>>>

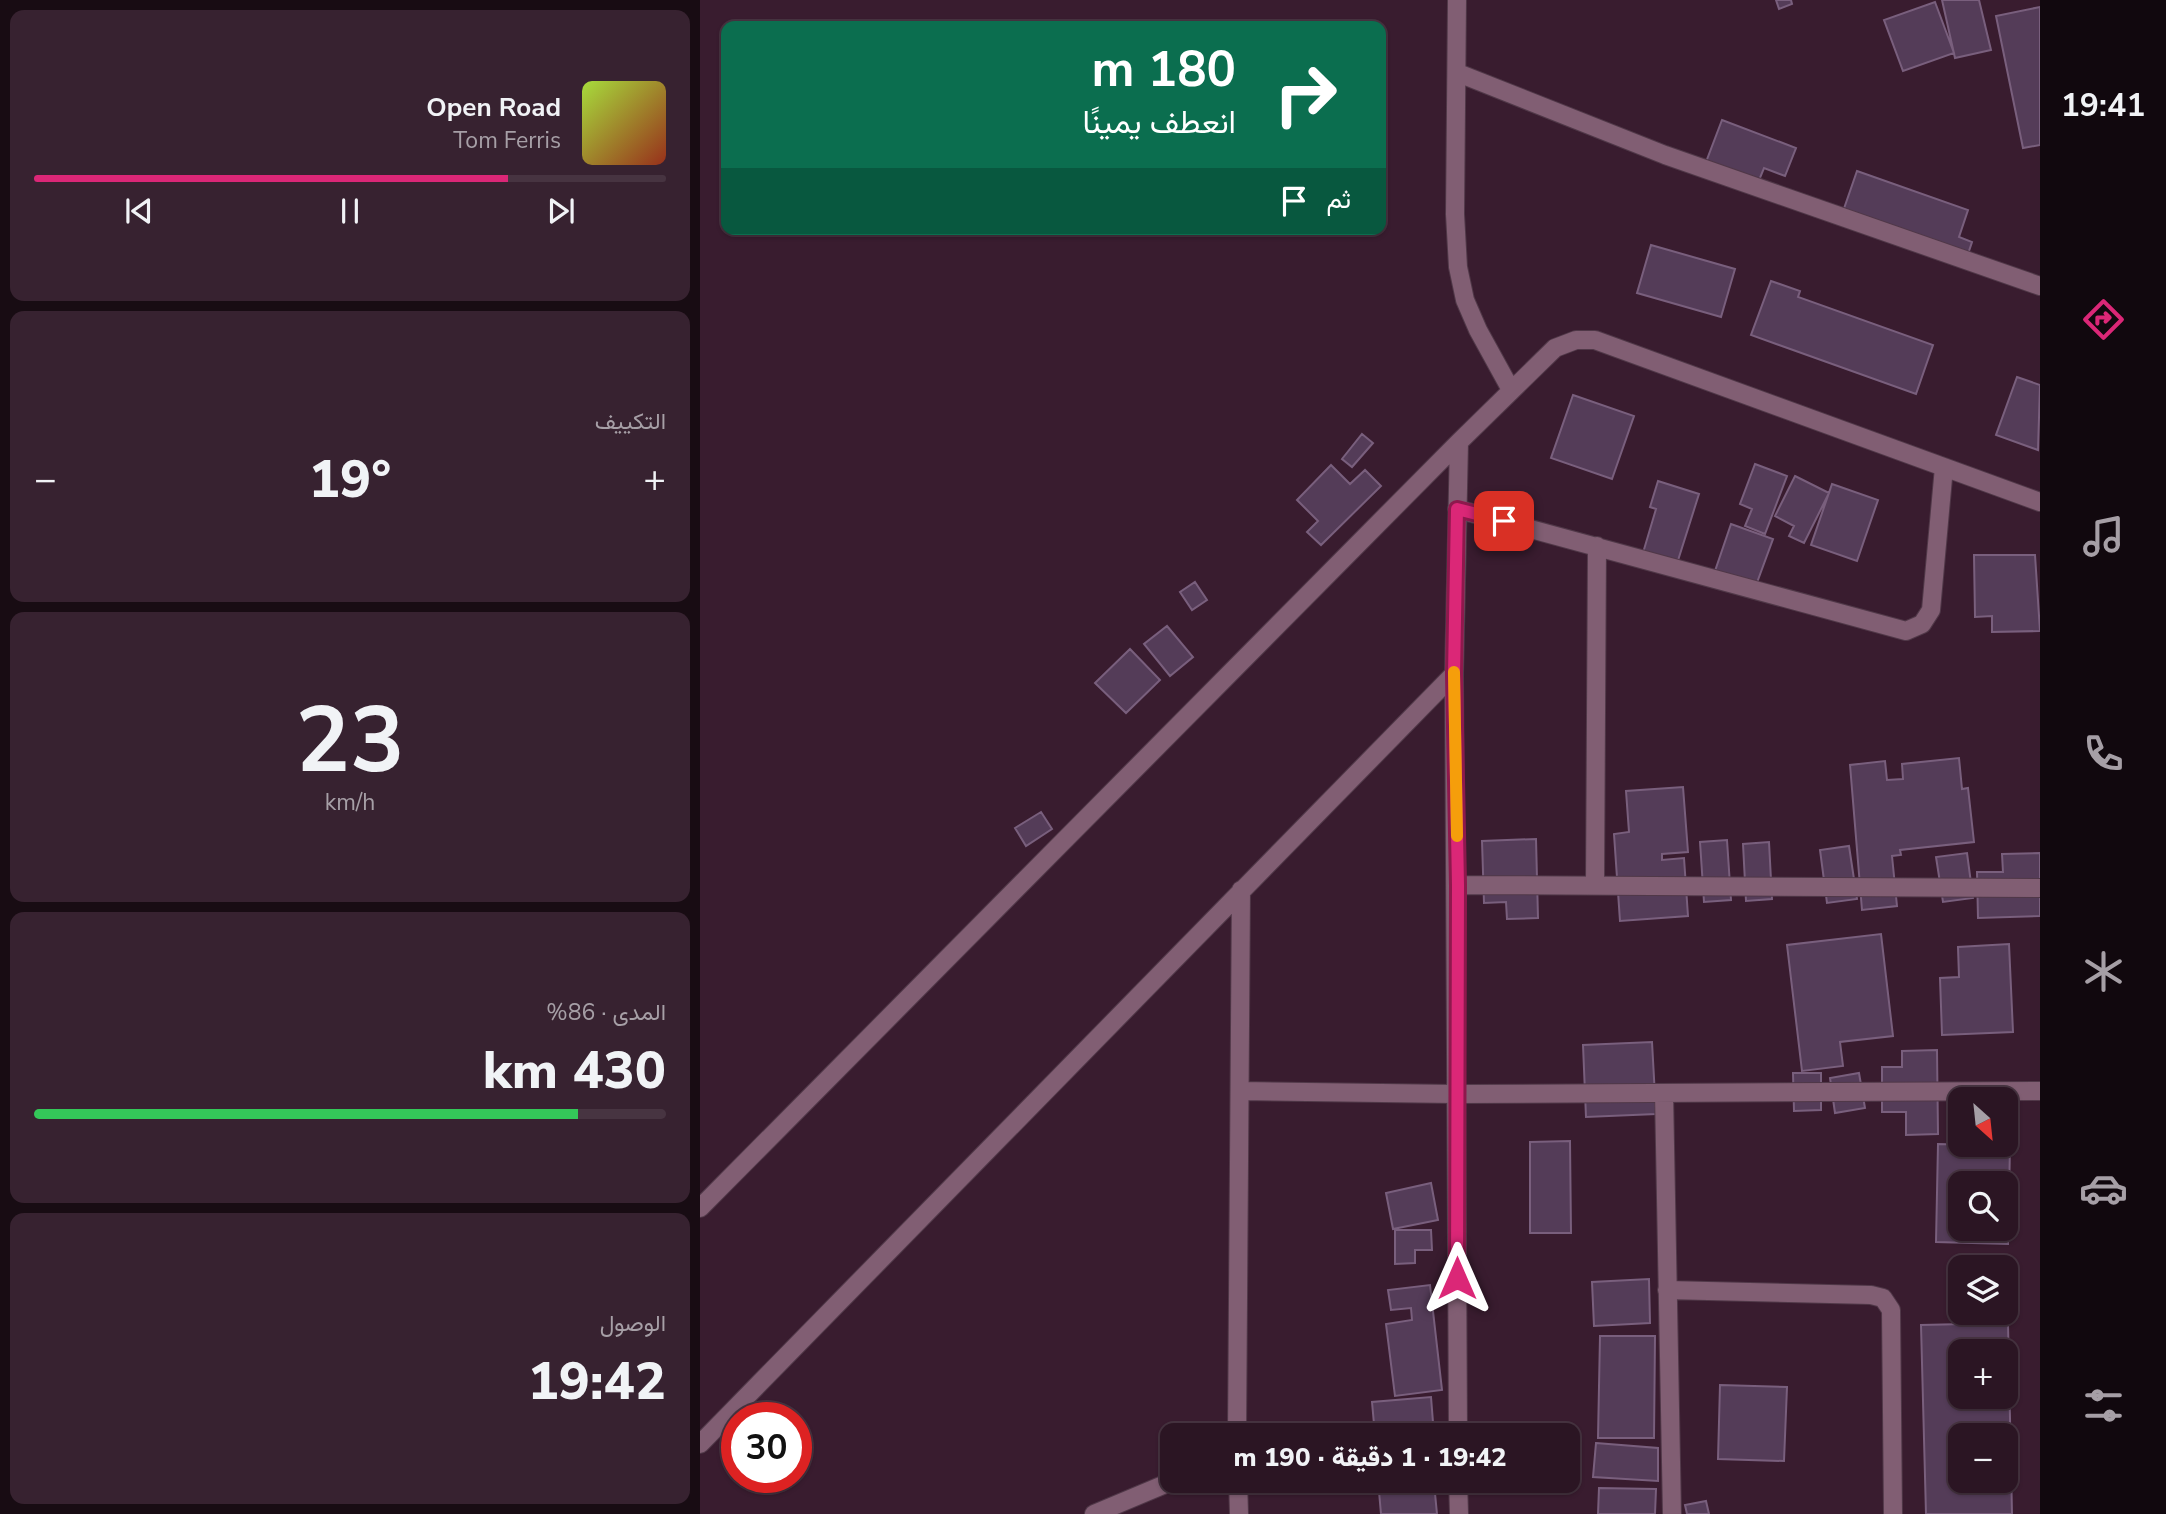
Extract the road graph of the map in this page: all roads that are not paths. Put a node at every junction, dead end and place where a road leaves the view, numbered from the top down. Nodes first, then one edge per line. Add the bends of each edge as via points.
1 (1457, 0) edge
2 (1458, 73) junction
3 (2040, 286) edge
4 (1511, 390) junction
5 (1458, 442) junction
6 (1944, 467) junction
7 (2040, 502) edge
8 (1457, 509) junction
9 (1597, 546) junction
10 (1454, 674) junction
11 (1458, 885) junction
12 (1595, 886) junction
13 (2040, 888) edge
14 (1241, 890) junction
15 (1241, 1091) junction
16 (2040, 1091) edge
17 (1664, 1093) junction
18 (1455, 1094) junction
19 (700, 1208) edge
20 (1667, 1290) junction
21 (1237, 1423) edge
22 (1458, 1423) edge
23 (700, 1444) edge
24 (1160, 1486) edge
25 (1238, 1493) edge
26 (1458, 1493) edge
27 (1094, 1514) edge
28 (1239, 1514) edge
29 (1459, 1514) edge
30 (1672, 1514) edge
31 (1893, 1514) edge

1 - 2 street
2 - 3 street via 1665,155
2 - 4 street via 1458,267 1465,300
4 - 5 street
4 - 6 street via 1555,348 1576,340 1595,340
5 - 8 street
5 - 19 street
6 - 7 street
6 - 9 street via 1930,610 1922,624 1906,631
8 - 9 street
8 - 10 street
9 - 12 street
10 - 11 street
10 - 14 street
11 - 12 street
11 - 18 street
12 - 13 street
14 - 15 street
14 - 23 street
15 - 18 street
15 - 21 street
16 - 17 street
17 - 18 street
17 - 20 street
18 - 22 street
20 - 30 street
20 - 31 street via 1883,1298 1891,1310
24 - 27 street
25 - 28 street
26 - 29 street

<<<

■ **About this exercise**: Your answer should be a precise transcript of the entries, minus the pictures.

■ **Problem solution**:
Extract the road graph of the map in this page: all roads that are not paths. Put a node at every junction, dead end and place where a road leaves the view, numbered from the top down. Nodes first, then one edge per line. Add the bends of each edge as via points.
1 (1457, 0) edge
2 (1458, 73) junction
3 (2040, 286) edge
4 (1511, 390) junction
5 (1458, 442) junction
6 (1944, 467) junction
7 (2040, 502) edge
8 (1457, 509) junction
9 (1597, 546) junction
10 (1454, 674) junction
11 (1458, 885) junction
12 (1595, 886) junction
13 (2040, 888) edge
14 (1241, 890) junction
15 (1241, 1091) junction
16 (2040, 1091) edge
17 (1664, 1093) junction
18 (1455, 1094) junction
19 (700, 1208) edge
20 (1667, 1290) junction
21 (1237, 1423) edge
22 (1458, 1423) edge
23 (700, 1444) edge
24 (1160, 1486) edge
25 (1238, 1493) edge
26 (1458, 1493) edge
27 (1094, 1514) edge
28 (1239, 1514) edge
29 (1459, 1514) edge
30 (1672, 1514) edge
31 (1893, 1514) edge

1 - 2 street
2 - 3 street via 1665,155
2 - 4 street via 1458,267 1465,300
4 - 5 street
4 - 6 street via 1555,348 1576,340 1595,340
5 - 8 street
5 - 19 street
6 - 7 street
6 - 9 street via 1930,610 1922,624 1906,631
8 - 9 street
8 - 10 street
9 - 12 street
10 - 11 street
10 - 14 street
11 - 12 street
11 - 18 street
12 - 13 street
14 - 15 street
14 - 23 street
15 - 18 street
15 - 21 street
16 - 17 street
17 - 18 street
17 - 20 street
18 - 22 street
20 - 30 street
20 - 31 street via 1883,1298 1891,1310
24 - 27 street
25 - 28 street
26 - 29 street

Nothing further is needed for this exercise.